The Center for Regional and Urban Affairs designed the grant program.

Vadim Lavrusik

The West Bank Community Coalition, a neighborhood organization that represents residents of the West Bank and Cedar-Riverside areas, will receive a $5,000 grant from the city to help engage immigrant and non-English speaking residents in the neighborhood organization.

The neighborhood organization’s proposal, Project Open Door, will use the grant money to turn the organization into one that represents all ethnic groups in the West Bank community, said Abia Ali, West Bank Community Coalition treasurer.

Ali said the proposal focuses on meeting with leaders from different ethnic groups in the community and working together to plan an event for each separate ethnic group.

These will focus on organizing ideas of how to better improve and involve immigrant and non-English speaking residents within the community organization, she said.

She said a final report will be documented with recommendations on the steps that need to take place to improve the communication and involvement of all ethnic groups within the West Bank community.

Because a large Somali population lives in the West Bank neighborhood, some University Somali students said they hope to take part in the neighborhood’s project.

Jibril Hamud, president of the Somali Student Association, said a member of the coalition asked for the students to take part in the program.

Hamud said details of the association’s involvement have not yet been discussed, but he knows Somali students are excited to help.

There are a lot of misconceptions about the West Bank neighborhood, he said.

“U of M students are scared to go to the West Bank.

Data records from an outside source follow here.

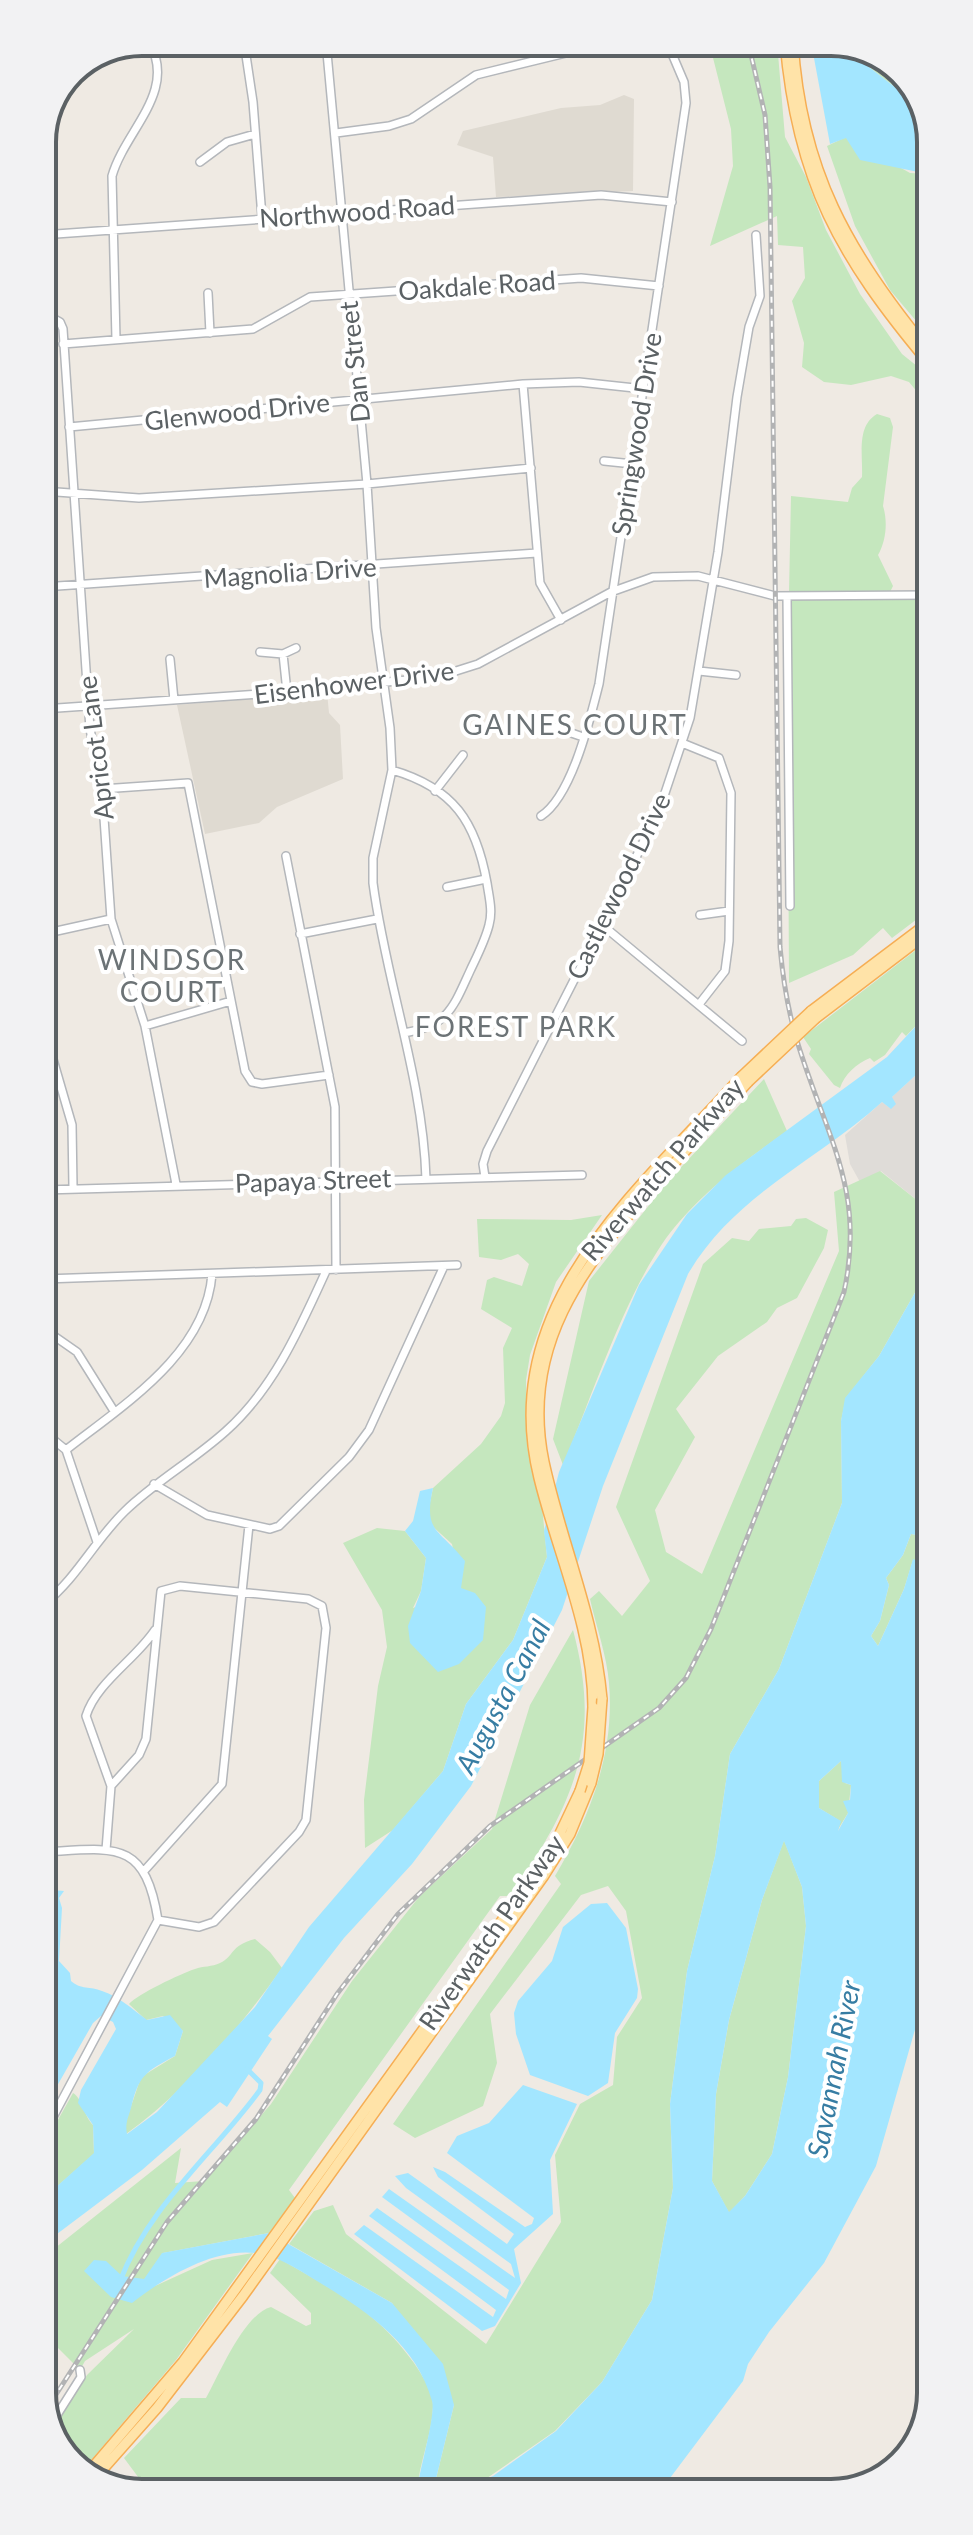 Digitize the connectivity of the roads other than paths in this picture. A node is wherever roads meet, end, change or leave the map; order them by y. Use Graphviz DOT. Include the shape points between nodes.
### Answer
graph roads {
  1 [pos="155,56"];
  2 [pos="246,56"];
  3 [pos="328,56"];
  4 [pos="554,56"];
  5 [pos="673,56"];
  6 [pos="787,56"];
  7 [pos="795,56"];
  8 [pos="336,133"];
  9 [pos="255,134"];
  10 [pos="200,162"];
  11 [pos="672,202"];
  12 [pos="342,214"];
  13 [pos="262,217"];
  14 [pos="114,231"];
  15 [pos="56,234"];
  16 [pos="756,235"];
  17 [pos="659,286"];
  18 [pos="208,293"];
  19 [pos="347,294"];
  20 [pos="56,320"];
  21 [pos="210,333"];
  22 [pos="917,336"];
  23 [pos="116,339"];
  24 [pos="63,344"];
  25 [pos="917,348"];
  26 [pos="523,384"];
  27 [pos="644,389"];
  28 [pos="359,398"];
  29 [pos="69,427"];
  30 [pos="604,461"];
  31 [pos="633,464"];
  32 [pos="531,468"];
  33 [pos="367,484"];
  34 [pos="56,491"];
  35 [pos="71,492"];
  36 [pos="537,553"];
  37 [pos="374,566"];
  38 [pos="714,580"];
  39 [pos="78,584"];
  40 [pos="56,586"];
  41 [pos="611,592"];
  42 [pos="917,595"];
  43 [pos="787,596"];
  44 [pos="561,620"];
  45 [pos="296,648"];
  46 [pos="260,652"];
  47 [pos="283,654"];
  48 [pos="170,659"];
  49 [pos="699,671"];
  50 [pos="736,675"];
  51 [pos="384,682"];
  52 [pos="287,692"];
  53 [pos="174,700"];
  54 [pos="89,706"];
  55 [pos="56,708"];
  56 [pos="528,725"];
  57 [pos="583,737"];
  58 [pos="682,743"];
  59 [pos="463,755"];
  60 [pos="392,770"];
  61 [pos="102,789"];
  62 [pos="435,791"];
  63 [pos="541,816"];
  64 [pos="286,856"];
  65 [pos="486,879"];
  66 [pos="447,887"];
  67 [pos="790,906"];
  68 [pos="729,911"];
  69 [pos="700,915"];
  70 [pos="111,919"];
  71 [pos="377,919"];
  72 [pos="601,924"];
  73 [pos="56,931"];
  74 [pos="917,932"];
  75 [pos="300,934"];
  76 [pos="917,941"];
  77 [pos="231,1001"];
  78 [pos="700,1003"];
  79 [pos="814,1014"];
  80 [pos="145,1026"];
  81 [pos="404,1033"];
  82 [pos="742,1041"];
  83 [pos="56,1070"];
  84 [pos="329,1075"];
  85 [pos="744,1080"];
  86 [pos="582,1175"];
  87 [pos="485,1177"];
  88 [pos="336,1179"];
  89 [pos="426,1179"];
  90 [pos="176,1184"];
  91 [pos="73,1187"];
  92 [pos="56,1189"];
  93 [pos="457,1265"];
  94 [pos="444,1266"];
  95 [pos="336,1270"];
  96 [pos="326,1271"];
  97 [pos="212,1274"];
  98 [pos="56,1279"];
  99 [pos="56,1337"];
  100 [pos="114,1411"];
  101 [pos="56,1442"];
  102 [pos="66,1450"];
  103 [pos="154,1484"];
  104 [pos="249,1525"];
  105 [pos="97,1542"];
  106 [pos="241,1593"];
  107 [pos="56,1594"];
  108 [pos="157,1627"];
  109 [pos="111,1786"];
  110 [pos="106,1850"];
  111 [pos="56,1852"];
  112 [pos="144,1871"];
  113 [pos="158,1920"];
  114 [pos="56,2112"];
  115 [pos="293,2218"];
  116 [pos="80,2370"];
  117 [pos="59,2412"];
  118 [pos="95,2464"];
  119 [pos="103,2469"];
  1 -- 14 [label="street" via="159,66 155,97 118,157 110,199"];
  2 -- 9 [label="street"];
  3 -- 8 [label="street, Dan Street"];
  4 -- 8 [label="street" via="476,75 411,119"];
  5 -- 11 [label="street, Springwood Drive" via="686,103"];
  6 -- 25 [label="main road" via="812,183 862,279"];
  7 -- 22 [label="main road" via="805,134 833,210 865,268"];
  8 -- 12 [label="street, Dan Street"];
  9 -- 10 [label="street" via="227,142"];
  9 -- 13 [label="street"];
  11 -- 12 [label="street, Northwood Road" via="601,195"];
  11 -- 17 [label="street, Springwood Drive"];
  12 -- 13 [label="street, Northwood Road"];
  12 -- 19 [label="street, Dan Street"];
  13 -- 14 [label="street, Northwood Road"];
  14 -- 15 [label="street, Northwood Road"];
  14 -- 23 [label="street"];
  16 -- 38 [label="street, Castlewood Drive" via="760,296 737,397"];
  17 -- 19 [label="street, Oakdale Road" via="581,278"];
  17 -- 27 [label="street, Springwood Drive"];
  18 -- 21 [label="street"];
  19 -- 21 [label="street, Oakdale Road" via="310,297 253,329"];
  19 -- 28 [label="street, Dan Street"];
  20 -- 24 [label="street, Apricot Lane"];
  21 -- 23 [label="street, Oakdale Road"];
  23 -- 24 [label="street, Oakdale Road"];
  24 -- 29 [label="street, Apricot Lane"];
  26 -- 27 [label="street, Glenwood Drive" via="579,382"];
  26 -- 28 [label="street, Glenwood Drive"];
  26 -- 32 [label="street"];
  27 -- 31 [label="street, Springwood Drive"];
  28 -- 29 [label="street, Glenwood Drive" via="303,408"];
  28 -- 33 [label="street, Dan Street"];
  29 -- 35 [label="street, Apricot Lane"];
  30 -- 31 [label="street"];
  31 -- 41 [label="street, Springwood Drive"];
  32 -- 33 [label="street"];
  32 -- 36 [label="street"];
  33 -- 35 [label="street" via="139,498"];
  33 -- 37 [label="street, Dan Street"];
  34 -- 35 [label="street"];
  35 -- 39 [label="street, Apricot Lane"];
  36 -- 37 [label="street, Magnolia Drive"];
  36 -- 44 [label="street" via="540,583"];
  37 -- 39 [label="street, Magnolia Drive"];
  37 -- 51 [label="street, Dan Street"];
  38 -- 41 [label="street, Eisenhower Drive" via="653,577"];
  38 -- 43 [label="street, Eisenhower Drive"];
  38 -- 49 [label="street, Castlewood Drive"];
  39 -- 40 [label="street, Magnolia Drive"];
  39 -- 54 [label="street, Apricot Lane"];
  41 -- 44 [label="street, Eisenhower Drive"];
  41 -- 57 [label="street, Springwood Drive" via="599,684"];
  42 -- 43 [label="street, Eisenhower Drive"];
  43 -- 67 [label="street"];
  44 -- 51 [label="street, Eisenhower Drive" via="457,672"];
  45 -- 47 [label="street"];
  46 -- 47 [label="street"];
  47 -- 52 [label="street"];
  48 -- 53 [label="street"];
  49 -- 50 [label="street"];
  49 -- 58 [label="street, Castlewood Drive"];
  51 -- 52 [label="street, Eisenhower Drive"];
  51 -- 60 [label="street, Dan Street"];
  52 -- 53 [label="street, Eisenhower Drive"];
  53 -- 54 [label="street, Eisenhower Drive"];
  54 -- 55 [label="street, Eisenhower Drive"];
  54 -- 61 [label="street, Apricot Lane"];
  56 -- 57 [label="street"];
  57 -- 63 [label="street, Springwood Drive" via="558,799"];
  58 -- 68 [label="street" via="719,758 731,793"];
  58 -- 72 [label="street, Castlewood Drive" via="662,802"];
  59 -- 62 [label="street"];
  60 -- 62 [label="street"];
  60 -- 71 [label="street, Dan Street" via="373,858"];
  61 -- 70 [label="street, Apricot Lane"];
  61 -- 77 [label="street" via="188,783"];
  62 -- 65 [label="street" via="474,830"];
  64 -- 75 [label="street"];
  65 -- 66 [label="street"];
  65 -- 81 [label="street" via="490,924 455,1002 439,1023"];
  68 -- 69 [label="street"];
  68 -- 78 [label="street" via="725,971"];
  70 -- 73 [label="street"];
  70 -- 80 [label="street, Apricot Lane"];
  71 -- 75 [label="street"];
  71 -- 81 [label="street, Dan Street"];
  72 -- 78 [label="street"];
  72 -- 87 [label="street, Castlewood Drive" via="487,1151"];
  74 -- 79 [label="main road, Riverwatch Parkway"];
  75 -- 84 [label="street"];
  76 -- 79 [label="main road, Riverwatch Parkway"];
  77 -- 80 [label="street"];
  77 -- 84 [label="street" via="245,1071 252,1082"];
  78 -- 82 [label="street"];
  79 -- 85 [label="main road, Riverwatch Parkway, bridge"];
  80 -- 90 [label="street, Apricot Lane"];
  81 -- 89 [label="street, Dan Street"];
  83 -- 91 [label="street" via="72,1125"];
  84 -- 88 [label="street"];
  85 -- 115 [label="main road, Riverwatch Parkway, bridge" via="611,1234 571,1290 553,1332 542,1379 544,1462 589,1628 602,1699 598,1754 581,1813 557,1857"];
  85 -- 115 [label="main road, Riverwatch Parkway, bridge" via="597,1238 557,1299 542,1339 531,1432 593,1684 589,1763 580,1791 537,1872"];
  86 -- 87 [label="street, Papaya Street"];
  87 -- 89 [label="street, Papaya Street"];
  88 -- 89 [label="street, Papaya Street"];
  88 -- 90 [label="street, Papaya Street"];
  88 -- 95 [label="street"];
  90 -- 91 [label="street, Papaya Street"];
  91 -- 92 [label="street, Papaya Street"];
  93 -- 94 [label="street"];
  94 -- 95 [label="street"];
  94 -- 104 [label="street" via="369,1430 349,1457 279,1526"];
  95 -- 96 [label="street"];
  96 -- 97 [label="street"];
  96 -- 103 [label="street" via="289,1351 249,1406 226,1432"];
  97 -- 98 [label="street"];
  97 -- 100 [label="street" via="208,1303 183,1345"];
  99 -- 100 [label="street" via="77,1352"];
  100 -- 102 [label="street"];
  101 -- 102 [label="street"];
  102 -- 105 [label="street"];
  103 -- 104 [label="street" via="207,1515"];
  103 -- 105 [label="street"];
  104 -- 106 [label="street"];
  105 -- 107 [label="street"];
  106 -- 108 [label="street" via="171,1586 161,1591"];
  106 -- 112 [label="street" via="222,1784"];
  106 -- 113 [label="street" via="308,1599 322,1606 326,1628 306,1820 214,1922 199,1927"];
  108 -- 109 [label="street" via="146,1739"];
  108 -- 109 [label="street" via="94,1699 86,1716"];
  109 -- 110 [label="street"];
  110 -- 111 [label="street"];
  110 -- 112 [label="street" via="126,1856"];
  112 -- 113 [label="street" via="152,1884"];
  113 -- 114 [label="street"];
  115 -- 118 [label="main road, Riverwatch Parkway"];
  115 -- 119 [label="main road, Riverwatch Parkway" via="243,2296"];
  116 -- 117 [label="street" via="81,2377"];
}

They think it is a dangerous area,” Hamud said.

He said he spends a lot of time on the West Bank and never feels threatened.

The West Bank Community Coalition, along with six other neighborhood organizations in Minneapolis, will receive the grant money in the next couple weeks, said Kris Nelson, neighborhood program director at The Center for Urban and Regional Affairs at the University. CURA designed and administered the grant program.

The grant money comes from the Bridging Communities Grant Program, which receives its funding from the City of Minneapolis Department of Community Planning and Economic Development.

Nelson said the grant program was originally supposed to fund only five neighborhood proposals with a $24,000 budget, but the program received an additional $8,000 from the city and was able to fund two additional neighborhood proposals.

Although many neighborhood groups applied for the grant program, only half received funding, he said.

Project Open Door was one of the proposals chosen because of the large immigrant population residing on the West Bank, among other reasons, he said.

Aliyah Ali, assistant researcher at CURA, said University students have a fear of the West Bank and Cedar-Riverside communities and that overall engagement is quite low.

Ali, who has researched Somali immigration to Minnesota, said the state has one of the largest Somali populations in the country.

She said she hopes the project will encourage students to explore the many things offered on the West Bank and learn “more about the world around them and not just the University.”